*** Provided data ***
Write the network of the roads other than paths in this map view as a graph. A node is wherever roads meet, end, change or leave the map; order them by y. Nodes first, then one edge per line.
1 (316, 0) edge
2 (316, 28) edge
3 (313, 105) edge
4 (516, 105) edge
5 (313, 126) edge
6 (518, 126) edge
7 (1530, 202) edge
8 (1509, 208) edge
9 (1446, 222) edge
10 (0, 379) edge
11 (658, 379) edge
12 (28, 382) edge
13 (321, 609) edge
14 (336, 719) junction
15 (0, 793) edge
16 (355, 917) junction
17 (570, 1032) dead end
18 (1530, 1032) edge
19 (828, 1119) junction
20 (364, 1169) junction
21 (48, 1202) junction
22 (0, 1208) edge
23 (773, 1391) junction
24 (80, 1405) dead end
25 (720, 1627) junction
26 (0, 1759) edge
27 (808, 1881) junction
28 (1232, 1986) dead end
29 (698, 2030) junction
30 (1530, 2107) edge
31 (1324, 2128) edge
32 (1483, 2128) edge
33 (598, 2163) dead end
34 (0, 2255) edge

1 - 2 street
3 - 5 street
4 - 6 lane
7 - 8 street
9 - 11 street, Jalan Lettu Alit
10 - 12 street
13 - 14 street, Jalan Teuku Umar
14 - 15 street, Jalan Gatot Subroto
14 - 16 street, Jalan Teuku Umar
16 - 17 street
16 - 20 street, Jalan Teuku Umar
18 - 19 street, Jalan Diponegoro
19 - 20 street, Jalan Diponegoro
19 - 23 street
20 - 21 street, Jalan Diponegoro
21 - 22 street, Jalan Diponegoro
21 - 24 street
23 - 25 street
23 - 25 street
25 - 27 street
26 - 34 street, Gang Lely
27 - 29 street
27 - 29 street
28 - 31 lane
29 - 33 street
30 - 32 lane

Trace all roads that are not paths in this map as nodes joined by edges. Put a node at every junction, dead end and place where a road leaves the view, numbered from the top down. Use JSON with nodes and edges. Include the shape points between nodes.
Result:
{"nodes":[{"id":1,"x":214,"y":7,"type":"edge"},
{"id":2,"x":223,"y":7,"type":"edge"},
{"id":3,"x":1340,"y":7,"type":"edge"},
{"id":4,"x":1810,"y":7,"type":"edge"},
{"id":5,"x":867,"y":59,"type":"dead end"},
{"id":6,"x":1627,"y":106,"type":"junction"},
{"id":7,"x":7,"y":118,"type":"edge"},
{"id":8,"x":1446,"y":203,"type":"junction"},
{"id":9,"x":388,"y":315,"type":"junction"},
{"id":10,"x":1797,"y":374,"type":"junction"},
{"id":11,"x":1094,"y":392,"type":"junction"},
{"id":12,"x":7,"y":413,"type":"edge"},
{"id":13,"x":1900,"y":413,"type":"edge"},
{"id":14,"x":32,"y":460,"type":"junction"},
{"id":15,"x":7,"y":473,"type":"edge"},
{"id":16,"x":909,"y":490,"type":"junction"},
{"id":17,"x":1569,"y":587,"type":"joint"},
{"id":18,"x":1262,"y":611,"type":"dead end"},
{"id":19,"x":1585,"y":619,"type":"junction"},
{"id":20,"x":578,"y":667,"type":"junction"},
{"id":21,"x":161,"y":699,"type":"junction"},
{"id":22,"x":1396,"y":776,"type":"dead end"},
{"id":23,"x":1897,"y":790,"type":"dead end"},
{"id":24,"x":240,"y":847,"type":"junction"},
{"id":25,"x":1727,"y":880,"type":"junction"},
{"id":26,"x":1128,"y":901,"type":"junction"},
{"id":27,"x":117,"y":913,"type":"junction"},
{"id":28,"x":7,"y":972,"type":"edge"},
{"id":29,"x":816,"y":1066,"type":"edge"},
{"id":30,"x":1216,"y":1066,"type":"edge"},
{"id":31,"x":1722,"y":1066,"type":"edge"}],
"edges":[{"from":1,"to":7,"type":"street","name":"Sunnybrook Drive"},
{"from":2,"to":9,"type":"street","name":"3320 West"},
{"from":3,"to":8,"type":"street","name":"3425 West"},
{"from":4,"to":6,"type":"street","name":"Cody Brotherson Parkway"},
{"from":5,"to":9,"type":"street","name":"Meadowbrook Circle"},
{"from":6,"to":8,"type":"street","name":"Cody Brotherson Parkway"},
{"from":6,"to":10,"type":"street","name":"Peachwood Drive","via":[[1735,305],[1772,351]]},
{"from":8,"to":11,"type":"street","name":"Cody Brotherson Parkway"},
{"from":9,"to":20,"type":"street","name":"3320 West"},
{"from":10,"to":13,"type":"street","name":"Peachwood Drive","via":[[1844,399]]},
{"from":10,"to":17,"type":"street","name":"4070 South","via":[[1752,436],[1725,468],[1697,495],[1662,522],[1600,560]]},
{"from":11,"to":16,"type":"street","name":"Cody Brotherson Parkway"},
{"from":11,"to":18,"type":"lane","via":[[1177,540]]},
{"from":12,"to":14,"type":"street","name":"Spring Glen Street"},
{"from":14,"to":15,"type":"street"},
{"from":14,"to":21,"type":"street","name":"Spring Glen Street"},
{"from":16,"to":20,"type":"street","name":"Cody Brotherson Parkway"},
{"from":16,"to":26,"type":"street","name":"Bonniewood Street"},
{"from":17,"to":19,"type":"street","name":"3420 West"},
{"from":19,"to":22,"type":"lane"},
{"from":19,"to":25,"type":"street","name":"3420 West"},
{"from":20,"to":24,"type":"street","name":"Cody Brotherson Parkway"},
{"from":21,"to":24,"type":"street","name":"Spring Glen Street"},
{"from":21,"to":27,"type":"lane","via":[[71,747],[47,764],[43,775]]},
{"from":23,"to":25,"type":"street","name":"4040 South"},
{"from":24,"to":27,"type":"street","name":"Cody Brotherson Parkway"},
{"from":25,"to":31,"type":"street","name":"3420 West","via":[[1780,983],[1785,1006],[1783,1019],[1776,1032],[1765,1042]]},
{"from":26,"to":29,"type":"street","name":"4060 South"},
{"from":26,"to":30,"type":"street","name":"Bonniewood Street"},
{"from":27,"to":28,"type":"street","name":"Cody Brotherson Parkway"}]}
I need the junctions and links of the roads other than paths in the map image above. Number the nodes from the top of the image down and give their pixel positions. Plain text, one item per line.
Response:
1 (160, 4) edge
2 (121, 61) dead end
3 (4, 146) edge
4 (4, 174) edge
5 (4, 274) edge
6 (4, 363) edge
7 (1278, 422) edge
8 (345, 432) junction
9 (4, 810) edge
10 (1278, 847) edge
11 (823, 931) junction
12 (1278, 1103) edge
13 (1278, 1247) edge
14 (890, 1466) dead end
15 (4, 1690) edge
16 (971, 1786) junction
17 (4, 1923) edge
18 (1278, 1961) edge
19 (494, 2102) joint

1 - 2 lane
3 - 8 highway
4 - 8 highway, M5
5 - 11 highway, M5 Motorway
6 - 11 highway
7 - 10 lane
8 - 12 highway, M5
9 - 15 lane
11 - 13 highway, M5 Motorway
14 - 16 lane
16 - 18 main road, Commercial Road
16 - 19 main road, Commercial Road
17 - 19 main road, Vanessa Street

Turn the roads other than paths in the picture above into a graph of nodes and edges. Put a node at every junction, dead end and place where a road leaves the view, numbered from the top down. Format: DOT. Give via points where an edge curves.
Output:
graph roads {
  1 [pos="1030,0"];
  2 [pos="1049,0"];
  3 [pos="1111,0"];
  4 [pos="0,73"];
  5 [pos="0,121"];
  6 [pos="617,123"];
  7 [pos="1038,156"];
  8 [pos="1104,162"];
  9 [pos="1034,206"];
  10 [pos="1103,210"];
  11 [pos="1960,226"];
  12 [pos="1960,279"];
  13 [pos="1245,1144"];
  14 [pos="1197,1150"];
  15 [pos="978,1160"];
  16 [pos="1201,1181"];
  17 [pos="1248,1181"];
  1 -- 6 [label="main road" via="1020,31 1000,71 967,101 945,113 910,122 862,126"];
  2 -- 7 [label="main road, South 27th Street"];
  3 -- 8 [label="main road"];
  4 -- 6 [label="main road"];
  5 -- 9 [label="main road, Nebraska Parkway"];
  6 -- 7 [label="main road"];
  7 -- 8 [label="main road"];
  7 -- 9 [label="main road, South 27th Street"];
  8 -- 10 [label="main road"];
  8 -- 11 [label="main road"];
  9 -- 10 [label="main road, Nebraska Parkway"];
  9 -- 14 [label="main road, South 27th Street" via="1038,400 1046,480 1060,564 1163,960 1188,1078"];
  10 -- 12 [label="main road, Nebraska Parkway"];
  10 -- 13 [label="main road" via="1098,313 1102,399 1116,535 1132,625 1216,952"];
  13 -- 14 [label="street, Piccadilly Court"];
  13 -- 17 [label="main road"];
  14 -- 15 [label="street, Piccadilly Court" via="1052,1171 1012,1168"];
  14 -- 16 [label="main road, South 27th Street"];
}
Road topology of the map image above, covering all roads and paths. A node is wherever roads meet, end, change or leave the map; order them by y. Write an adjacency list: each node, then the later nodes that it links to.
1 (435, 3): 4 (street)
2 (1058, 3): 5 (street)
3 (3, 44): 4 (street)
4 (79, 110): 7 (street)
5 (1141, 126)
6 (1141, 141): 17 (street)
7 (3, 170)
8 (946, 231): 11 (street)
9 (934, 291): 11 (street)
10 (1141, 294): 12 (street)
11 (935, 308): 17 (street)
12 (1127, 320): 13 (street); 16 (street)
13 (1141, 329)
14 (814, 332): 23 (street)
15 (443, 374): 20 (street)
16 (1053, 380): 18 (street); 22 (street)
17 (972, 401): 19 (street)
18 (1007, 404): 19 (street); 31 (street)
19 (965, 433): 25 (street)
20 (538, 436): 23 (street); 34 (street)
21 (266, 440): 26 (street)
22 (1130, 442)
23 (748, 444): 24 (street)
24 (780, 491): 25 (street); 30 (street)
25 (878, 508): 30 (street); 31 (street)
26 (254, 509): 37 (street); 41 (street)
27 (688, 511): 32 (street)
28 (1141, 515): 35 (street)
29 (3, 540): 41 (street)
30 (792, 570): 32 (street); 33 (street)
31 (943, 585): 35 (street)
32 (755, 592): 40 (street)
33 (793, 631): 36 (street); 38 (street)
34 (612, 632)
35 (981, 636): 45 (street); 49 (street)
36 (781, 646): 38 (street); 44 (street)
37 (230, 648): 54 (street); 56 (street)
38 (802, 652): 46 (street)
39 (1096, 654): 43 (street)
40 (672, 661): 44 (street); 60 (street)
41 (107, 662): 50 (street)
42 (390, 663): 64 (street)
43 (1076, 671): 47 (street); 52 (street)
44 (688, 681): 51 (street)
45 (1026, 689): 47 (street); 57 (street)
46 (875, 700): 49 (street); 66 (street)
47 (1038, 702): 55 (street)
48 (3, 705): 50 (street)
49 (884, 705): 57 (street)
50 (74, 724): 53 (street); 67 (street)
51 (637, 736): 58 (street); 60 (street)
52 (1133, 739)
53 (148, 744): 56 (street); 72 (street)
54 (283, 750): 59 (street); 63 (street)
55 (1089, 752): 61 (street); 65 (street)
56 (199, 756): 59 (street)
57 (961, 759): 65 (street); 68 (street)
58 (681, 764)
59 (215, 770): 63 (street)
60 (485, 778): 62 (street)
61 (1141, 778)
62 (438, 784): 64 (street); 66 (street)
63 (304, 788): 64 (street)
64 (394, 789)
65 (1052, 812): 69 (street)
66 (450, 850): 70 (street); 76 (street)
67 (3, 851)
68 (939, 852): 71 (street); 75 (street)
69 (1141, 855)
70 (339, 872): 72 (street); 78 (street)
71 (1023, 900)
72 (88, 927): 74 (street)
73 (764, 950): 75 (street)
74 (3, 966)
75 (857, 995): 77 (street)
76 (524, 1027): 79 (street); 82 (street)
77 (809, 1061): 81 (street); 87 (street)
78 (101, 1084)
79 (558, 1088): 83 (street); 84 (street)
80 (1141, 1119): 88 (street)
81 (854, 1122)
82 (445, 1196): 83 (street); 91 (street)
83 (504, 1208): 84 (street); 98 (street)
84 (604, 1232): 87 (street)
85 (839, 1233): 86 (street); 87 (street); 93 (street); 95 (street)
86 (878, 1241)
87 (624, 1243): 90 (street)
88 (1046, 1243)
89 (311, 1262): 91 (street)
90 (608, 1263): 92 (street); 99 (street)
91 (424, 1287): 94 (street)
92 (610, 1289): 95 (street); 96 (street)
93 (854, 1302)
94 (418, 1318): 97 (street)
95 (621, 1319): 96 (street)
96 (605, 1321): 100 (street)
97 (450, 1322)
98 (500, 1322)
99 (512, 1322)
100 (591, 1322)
*** End of Provided data ***
Beginning at the top of the data, please return every line until and including the line containing "Trace all roads", copied exactly, and nothing past it.

→ Answer box
Write the network of the roads other than paths in this map view as a graph. A node is wherever roads meet, end, change or leave the map; order them by y. Nodes first, then one edge per line.
1 (316, 0) edge
2 (316, 28) edge
3 (313, 105) edge
4 (516, 105) edge
5 (313, 126) edge
6 (518, 126) edge
7 (1530, 202) edge
8 (1509, 208) edge
9 (1446, 222) edge
10 (0, 379) edge
11 (658, 379) edge
12 (28, 382) edge
13 (321, 609) edge
14 (336, 719) junction
15 (0, 793) edge
16 (355, 917) junction
17 (570, 1032) dead end
18 (1530, 1032) edge
19 (828, 1119) junction
20 (364, 1169) junction
21 (48, 1202) junction
22 (0, 1208) edge
23 (773, 1391) junction
24 (80, 1405) dead end
25 (720, 1627) junction
26 (0, 1759) edge
27 (808, 1881) junction
28 (1232, 1986) dead end
29 (698, 2030) junction
30 (1530, 2107) edge
31 (1324, 2128) edge
32 (1483, 2128) edge
33 (598, 2163) dead end
34 (0, 2255) edge

1 - 2 street
3 - 5 street
4 - 6 lane
7 - 8 street
9 - 11 street, Jalan Lettu Alit
10 - 12 street
13 - 14 street, Jalan Teuku Umar
14 - 15 street, Jalan Gatot Subroto
14 - 16 street, Jalan Teuku Umar
16 - 17 street
16 - 20 street, Jalan Teuku Umar
18 - 19 street, Jalan Diponegoro
19 - 20 street, Jalan Diponegoro
19 - 23 street
20 - 21 street, Jalan Diponegoro
21 - 22 street, Jalan Diponegoro
21 - 24 street
23 - 25 street
23 - 25 street
25 - 27 street
26 - 34 street, Gang Lely
27 - 29 street
27 - 29 street
28 - 31 lane
29 - 33 street
30 - 32 lane

Trace all roads that are not paths in this map as nodes joined by edges. Put a node at every junction, dead end and place where a road leaves the view, numbered from the top down. Use JSON with nodes and edges. Include the shape points between nodes.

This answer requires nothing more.